TASK REQUIREMENTS: Lines below that hold the word "библиотека" must be copied in full.

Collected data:
*****
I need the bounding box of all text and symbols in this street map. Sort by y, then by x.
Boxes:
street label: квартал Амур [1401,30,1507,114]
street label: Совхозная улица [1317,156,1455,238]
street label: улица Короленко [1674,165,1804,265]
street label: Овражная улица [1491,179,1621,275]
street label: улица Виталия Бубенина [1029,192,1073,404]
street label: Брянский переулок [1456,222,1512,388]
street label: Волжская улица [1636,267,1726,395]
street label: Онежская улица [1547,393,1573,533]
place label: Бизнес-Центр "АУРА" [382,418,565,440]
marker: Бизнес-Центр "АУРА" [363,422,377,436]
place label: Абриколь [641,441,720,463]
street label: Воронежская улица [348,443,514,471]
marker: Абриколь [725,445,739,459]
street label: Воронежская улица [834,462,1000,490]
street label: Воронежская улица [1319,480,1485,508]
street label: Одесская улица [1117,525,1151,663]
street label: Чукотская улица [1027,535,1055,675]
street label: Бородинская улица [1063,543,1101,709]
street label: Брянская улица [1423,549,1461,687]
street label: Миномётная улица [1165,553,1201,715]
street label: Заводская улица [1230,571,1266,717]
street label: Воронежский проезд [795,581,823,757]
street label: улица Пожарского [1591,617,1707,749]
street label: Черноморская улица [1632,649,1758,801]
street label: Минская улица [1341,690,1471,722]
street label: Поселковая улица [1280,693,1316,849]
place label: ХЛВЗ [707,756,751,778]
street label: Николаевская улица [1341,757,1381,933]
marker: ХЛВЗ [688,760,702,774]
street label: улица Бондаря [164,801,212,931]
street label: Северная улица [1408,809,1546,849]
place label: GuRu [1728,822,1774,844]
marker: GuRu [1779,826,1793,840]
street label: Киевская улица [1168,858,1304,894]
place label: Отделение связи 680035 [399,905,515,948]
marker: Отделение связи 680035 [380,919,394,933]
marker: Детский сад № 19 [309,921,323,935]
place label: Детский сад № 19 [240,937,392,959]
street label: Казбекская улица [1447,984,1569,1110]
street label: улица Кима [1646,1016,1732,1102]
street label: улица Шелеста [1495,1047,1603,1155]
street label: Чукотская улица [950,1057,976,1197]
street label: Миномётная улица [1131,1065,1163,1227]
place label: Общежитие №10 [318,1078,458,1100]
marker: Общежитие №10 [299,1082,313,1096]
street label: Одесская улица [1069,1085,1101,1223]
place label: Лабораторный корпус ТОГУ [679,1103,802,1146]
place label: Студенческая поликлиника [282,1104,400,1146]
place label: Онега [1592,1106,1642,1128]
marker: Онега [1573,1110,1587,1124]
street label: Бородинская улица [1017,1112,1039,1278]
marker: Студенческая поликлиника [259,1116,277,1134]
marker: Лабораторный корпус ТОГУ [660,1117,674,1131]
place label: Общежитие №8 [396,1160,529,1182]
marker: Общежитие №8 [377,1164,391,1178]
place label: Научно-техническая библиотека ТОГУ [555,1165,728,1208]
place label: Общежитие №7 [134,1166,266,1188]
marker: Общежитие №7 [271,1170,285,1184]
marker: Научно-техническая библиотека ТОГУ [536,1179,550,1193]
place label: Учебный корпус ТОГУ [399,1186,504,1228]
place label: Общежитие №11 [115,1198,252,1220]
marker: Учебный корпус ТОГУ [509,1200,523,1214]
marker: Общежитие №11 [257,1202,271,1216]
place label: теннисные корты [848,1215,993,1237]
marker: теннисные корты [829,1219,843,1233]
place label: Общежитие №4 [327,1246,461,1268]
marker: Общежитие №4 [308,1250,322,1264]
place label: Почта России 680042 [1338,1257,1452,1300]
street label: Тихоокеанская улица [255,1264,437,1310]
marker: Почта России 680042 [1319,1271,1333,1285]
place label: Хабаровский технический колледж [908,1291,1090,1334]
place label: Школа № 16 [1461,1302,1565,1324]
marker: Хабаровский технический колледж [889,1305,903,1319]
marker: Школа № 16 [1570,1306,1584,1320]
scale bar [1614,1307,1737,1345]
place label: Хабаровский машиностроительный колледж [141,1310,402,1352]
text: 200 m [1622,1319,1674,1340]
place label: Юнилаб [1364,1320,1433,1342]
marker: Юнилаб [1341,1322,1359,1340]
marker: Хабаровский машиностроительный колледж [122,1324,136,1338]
*****
EXERCISE OUTPUT:
place label: Научно-техническая библиотека ТОГУ [555,1165,728,1208]
marker: Научно-техническая библиотека ТОГУ [536,1179,550,1193]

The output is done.